A known catalyst for the dehydrogenation of paraffin hydrocarbons containing chromium oxide, an alkali metal compound, zirconia, a promoter and alumina. The catalyst is preferably formed during the heat treatment of a microspherical alumina carrier together with compounds of chromium, zirconium, an alkali metal and a promoter in an amount of 0.03-2.0 wt. % from the group: zinc, copper, iron (RF Patent 2271860, IPC C07C 5/333, publ. March 20, 2006). The carrier is an aluminum compound of the formula Al ₂ O ₃ ⋅nH ₂ O, where n = 0.5-1.0, is an X-ray amorphous structure and represents spheroidal particles consisting of hexagonal rods with a system of plane parallel pores corresponding to cleavage along the (001) face , with a specific surface area of 80-250 m ² / g, a pore volume of 0.1-0.3 cm ³ / g and a size of 20-250 microns (RF Patent 2271248, IPC C01F 7/02, publ. 10.03.2006). The disadvantage of this catalyst is the heterogeneity of the phase composition, the instability of the catalytic performance, high abrasive activity.

A known catalyst for the dehydrogenation of paraffin hydrocarbons containing 10-20 wt. % chromium oxide (III), 0.1-5 wt. % - potassium oxide, 0.1-5 wt. % - copper oxide and / or zinc oxide, and / or zirconium oxide, and / or manganese oxide, the rest is aluminum oxide. (RF patent 2325227 C07C 5/333, publ. 27.05.2008). The catalyst is obtained by thermal treatment of hydrargillite in the temperature range 200-600 ° C, subsequent hydrothermal treatment at a temperature of 120-200 ° C and a pressure of 0.2-2.0 MPa at a pH value of 2 to 7, drying the carrier and impregnating with solutions active components at a pressure of from 0.6 to 101.5 kPa, calcining the impregnated carrier at a temperature of from 600 to 900 ° C. The disadvantage of this catalyst is the narrow operating range of the loads of raw materials in the industrial unit, low catalytic properties when producing the catalyst under adiabatic conditions of industrial production. Another disadvantage of the above method of producing a catalyst is the preparation of a boehmite structure carrier, which leads to the production of less active catalysts due to significant phase transformations and transformations of the parameters of the porous system.

Closest to the claimed catalyst is a microspherical catalyst for the dehydrogenation of C ₄ -C ₅ hydrocarbons (RF patent 2538960, B01J 21/12, B01J 23/04, B01J 23/26, B01J 35/10, C07C 5/333, published January 10, 2015) , which is a silica-modified alumina carrier on which the active component of chromium oxide and the potassium oxide promoter are distributed. The catalyst has a specific surface area of from 10 to 250 m ² / g, a pore volume of at least 0.15 cm ³ / g, while its composition is formed in the following ratio, mass. %: chromium oxide - 8-20, potassium oxide - 0.1-5, silicon oxide - 0.1-5, alumina carrier - the rest.

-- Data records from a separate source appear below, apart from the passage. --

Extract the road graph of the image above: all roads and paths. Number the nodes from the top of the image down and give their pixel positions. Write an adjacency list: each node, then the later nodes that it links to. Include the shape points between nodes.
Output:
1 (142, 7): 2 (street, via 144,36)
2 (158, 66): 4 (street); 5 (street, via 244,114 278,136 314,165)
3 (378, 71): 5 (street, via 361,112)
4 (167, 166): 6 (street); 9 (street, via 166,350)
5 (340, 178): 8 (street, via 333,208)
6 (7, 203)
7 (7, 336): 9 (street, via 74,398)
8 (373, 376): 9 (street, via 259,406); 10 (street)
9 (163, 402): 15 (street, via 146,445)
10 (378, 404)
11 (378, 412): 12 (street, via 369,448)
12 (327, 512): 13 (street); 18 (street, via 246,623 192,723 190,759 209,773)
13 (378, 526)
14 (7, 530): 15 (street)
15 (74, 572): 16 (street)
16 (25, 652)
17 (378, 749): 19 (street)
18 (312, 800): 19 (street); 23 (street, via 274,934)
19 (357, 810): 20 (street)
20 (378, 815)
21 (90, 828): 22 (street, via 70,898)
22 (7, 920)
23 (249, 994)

In accordance with the known method for producing the above-described catalyst (RF patent 2538960, B01J 21/12, B01J 23/04, B01J 23/26, B01J 35/10, C07C 5/333, published January 10, 2015) the alumina support is placed in a vacuum mixer chamber and degassed. Then, the silica precursor solution is dosed in an amount corresponding to the moisture capacity of the carrier. Impregnation of the carrier with a solution of the precursor of silicon oxide is carried out for 0.5-2 hours. After impregnation, the catalyst is dried at atmospheric pressure or in vacuum at a residual pressure of 30-150 mm Hg. for 1-12 hours and calcined in air at a temperature of 300-600 ° C for 4-6 hours. The silica-modified carrier is degassed. Dose aqueous solutions of the precursors of chromium oxide and potassium oxide in an amount corresponding to the moisture capacity of the carrier. Impregnation of the carrier with these solutions is also carried out for 0.5-2 hours. Then, the impregnated carrier is dried at atmospheric pressure or in vacuum at a residual pressure of 30-150 mm Hg. for 1-12 hours and calcined in air at a temperature of 600-900 ° C for 4-6 hours.

The disadvantage of the above catalysts and methods for their preparation is the lack of activity and selectivity of the catalytic dehydrogenation of paraffinic C ₃ -C ₅ hydrocarbons. The disadvantage is the length of the drying and calcining operations; the total time of the method in the amount of 11-40 hours on a laboratory scale.

The objective of the invention is to increase the activity and selectivity of the catalysts in the processes of catalytic dehydrogenation of paraffinic C ₃ -C ₅ hydrocarbons in adiabatic (industrial) conditions, reducing the time and simplifying the method of producing the catalyst on an industrial scale.

The technical result is an increase in the active sites of the catalyst and partial suppression of acid sites formed on the surface of the catalyst support after application of the active component.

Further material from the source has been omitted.